[Opening Data in this exercise section]
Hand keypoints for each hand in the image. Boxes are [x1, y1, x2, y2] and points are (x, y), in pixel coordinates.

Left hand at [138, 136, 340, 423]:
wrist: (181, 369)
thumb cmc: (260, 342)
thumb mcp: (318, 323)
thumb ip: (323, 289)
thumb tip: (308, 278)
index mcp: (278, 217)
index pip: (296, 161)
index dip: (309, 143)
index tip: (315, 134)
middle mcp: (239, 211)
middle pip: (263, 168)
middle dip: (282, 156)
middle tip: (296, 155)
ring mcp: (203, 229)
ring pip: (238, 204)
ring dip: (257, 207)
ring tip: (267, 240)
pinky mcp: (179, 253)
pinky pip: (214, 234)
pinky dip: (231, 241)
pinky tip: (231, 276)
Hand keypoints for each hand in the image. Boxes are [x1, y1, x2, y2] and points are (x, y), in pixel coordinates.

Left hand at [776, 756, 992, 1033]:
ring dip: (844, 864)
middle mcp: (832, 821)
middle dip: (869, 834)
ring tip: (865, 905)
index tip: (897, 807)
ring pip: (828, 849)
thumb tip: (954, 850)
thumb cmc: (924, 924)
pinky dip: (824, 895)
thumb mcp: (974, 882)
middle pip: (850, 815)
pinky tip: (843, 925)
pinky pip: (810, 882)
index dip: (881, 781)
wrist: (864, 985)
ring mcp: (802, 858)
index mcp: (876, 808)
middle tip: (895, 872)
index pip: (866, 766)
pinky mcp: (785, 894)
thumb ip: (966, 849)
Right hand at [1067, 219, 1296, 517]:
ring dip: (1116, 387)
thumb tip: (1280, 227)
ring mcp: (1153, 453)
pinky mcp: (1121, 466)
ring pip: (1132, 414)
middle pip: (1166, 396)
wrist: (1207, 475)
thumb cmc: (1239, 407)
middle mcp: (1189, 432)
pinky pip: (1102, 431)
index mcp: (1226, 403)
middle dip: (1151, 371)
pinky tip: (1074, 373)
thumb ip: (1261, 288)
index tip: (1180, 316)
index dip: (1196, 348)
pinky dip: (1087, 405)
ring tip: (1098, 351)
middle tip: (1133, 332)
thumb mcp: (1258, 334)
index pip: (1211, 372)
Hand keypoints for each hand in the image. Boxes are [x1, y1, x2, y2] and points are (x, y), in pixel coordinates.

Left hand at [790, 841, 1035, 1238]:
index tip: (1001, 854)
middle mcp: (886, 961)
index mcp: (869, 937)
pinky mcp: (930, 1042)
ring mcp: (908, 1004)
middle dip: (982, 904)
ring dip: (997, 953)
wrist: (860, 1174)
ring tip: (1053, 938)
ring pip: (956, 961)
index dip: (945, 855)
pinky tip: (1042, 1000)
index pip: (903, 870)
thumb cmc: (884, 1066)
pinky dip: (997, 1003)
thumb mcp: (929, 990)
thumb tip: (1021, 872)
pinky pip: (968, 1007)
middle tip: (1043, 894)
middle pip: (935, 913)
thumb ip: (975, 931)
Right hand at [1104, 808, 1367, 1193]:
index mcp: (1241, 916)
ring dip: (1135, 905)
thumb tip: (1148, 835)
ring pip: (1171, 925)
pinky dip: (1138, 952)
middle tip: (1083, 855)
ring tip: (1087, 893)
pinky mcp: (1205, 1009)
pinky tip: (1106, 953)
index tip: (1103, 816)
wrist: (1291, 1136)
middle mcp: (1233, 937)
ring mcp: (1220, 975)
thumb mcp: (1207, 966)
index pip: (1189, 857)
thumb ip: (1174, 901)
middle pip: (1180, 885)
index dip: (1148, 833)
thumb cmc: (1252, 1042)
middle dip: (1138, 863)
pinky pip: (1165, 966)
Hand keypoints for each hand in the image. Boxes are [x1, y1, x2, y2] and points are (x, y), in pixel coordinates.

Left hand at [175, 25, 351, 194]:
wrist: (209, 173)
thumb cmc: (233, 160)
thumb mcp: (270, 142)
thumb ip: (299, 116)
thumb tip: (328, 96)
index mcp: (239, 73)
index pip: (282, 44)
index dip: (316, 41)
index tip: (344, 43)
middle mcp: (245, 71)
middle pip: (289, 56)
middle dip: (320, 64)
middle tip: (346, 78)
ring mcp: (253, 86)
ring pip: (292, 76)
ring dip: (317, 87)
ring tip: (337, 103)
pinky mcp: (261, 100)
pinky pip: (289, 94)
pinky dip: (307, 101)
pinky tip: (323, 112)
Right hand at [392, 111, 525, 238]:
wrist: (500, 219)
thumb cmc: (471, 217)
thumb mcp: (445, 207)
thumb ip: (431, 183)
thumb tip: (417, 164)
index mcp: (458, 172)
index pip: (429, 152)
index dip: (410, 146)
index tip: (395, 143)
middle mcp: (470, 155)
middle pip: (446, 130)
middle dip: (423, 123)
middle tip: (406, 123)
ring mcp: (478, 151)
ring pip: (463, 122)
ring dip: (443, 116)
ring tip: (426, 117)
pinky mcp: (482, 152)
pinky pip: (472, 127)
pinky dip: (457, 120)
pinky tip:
[Closing Data in this exercise section]
• [Exercise goal] The lines you need are those with the word "wrist"; list them from the entries.

• [Output of the exercise]
wrist: (181, 369)
wrist: (864, 985)
wrist: (1207, 475)
wrist: (860, 1174)
wrist: (1291, 1136)
wrist: (209, 173)
wrist: (500, 219)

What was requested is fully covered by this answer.